Sell Off Your Other Assets 

You may have some assets that could make a large dent in your debt and help you get current. Assets like a second car, jewelry, or an insurance policy can be sold to provide cash in the short term. You might also want to consider whether your or anyone else in the home can get an extra source of income. Nowadays, the internet offers all kinds of opportunities to do some extra work online from the home, for instance. Even if you can’t make all the payments that you need to through these methods, they can be just another aspect that shows your lender that you are serious about getting current with the mortgage. The more you’re willing to do, the more likely they are to offer some assistance. 

Think About Selling Your Home 

If you have enough equity in your property, you might be able to prevent the foreclosure entirely by selling your home. It’s important to be aware of the foreclosure timeline. You don’t want to sell so quickly that you are forced to accept the first offer.

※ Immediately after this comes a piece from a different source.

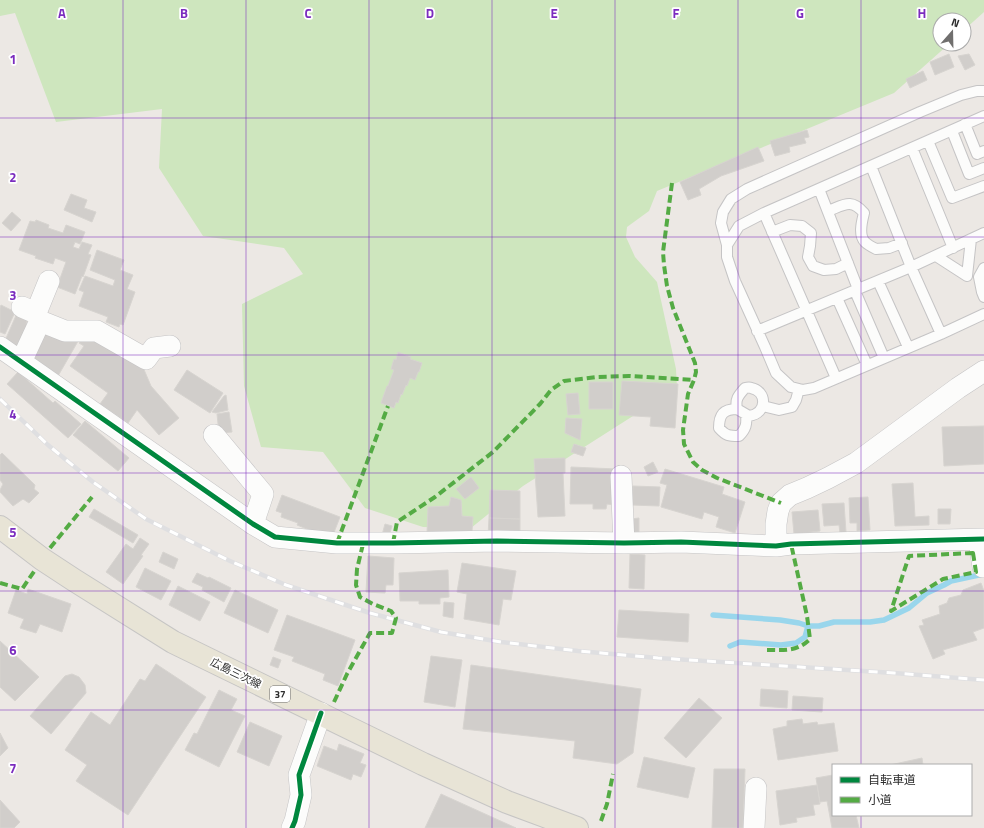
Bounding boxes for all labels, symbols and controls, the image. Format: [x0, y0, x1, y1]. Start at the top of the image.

On the other hand, if you don’t have a lot of time to work with, then selling your home fast may be essential and the best option may be turning to a company that can quickly buy your property, like GM Home. Before selling the home, you want to make sure that there aren’t any prepayment penalties or liens on the property which can erase any equity you may have built up. 

Don’t Rush into Bankruptcy 

Bankruptcy is a potential strategy if you have no other solutions on hand. However, this depends on what kind of bankruptcy you choose and what your long-term strategy is. A Chapter 13 Bankruptcy can slow or halt foreclosure and allow you to keep your home, but it will not eliminate it entirely. You can only restructure debt on a property if it isn’t your primary residence. You will still have to make monthly mortgage payments, as well as a share of the arrears and your other debts. Furthermore, some of the financial assistance available from the state may be closed off to you if you go through with a bankruptcy. If you rush into bankruptcy but you don’t have the income to continue with your original mortgage payments as well as any extra costs, you may be dealing with a situation that is even more unaffordable and may end up in foreclosure eventually, anyway. 

Preventing foreclosure can be slow and it can be stressful, however, it is much more favorable than having someone forcibly take possession of the property you worked hard to buy. Whether you can refinance, sell your property, or you can get some of the state aid that’s available, make sure you explore all your options and don’t give up. The odds of preventing or avoiding foreclosure are improving.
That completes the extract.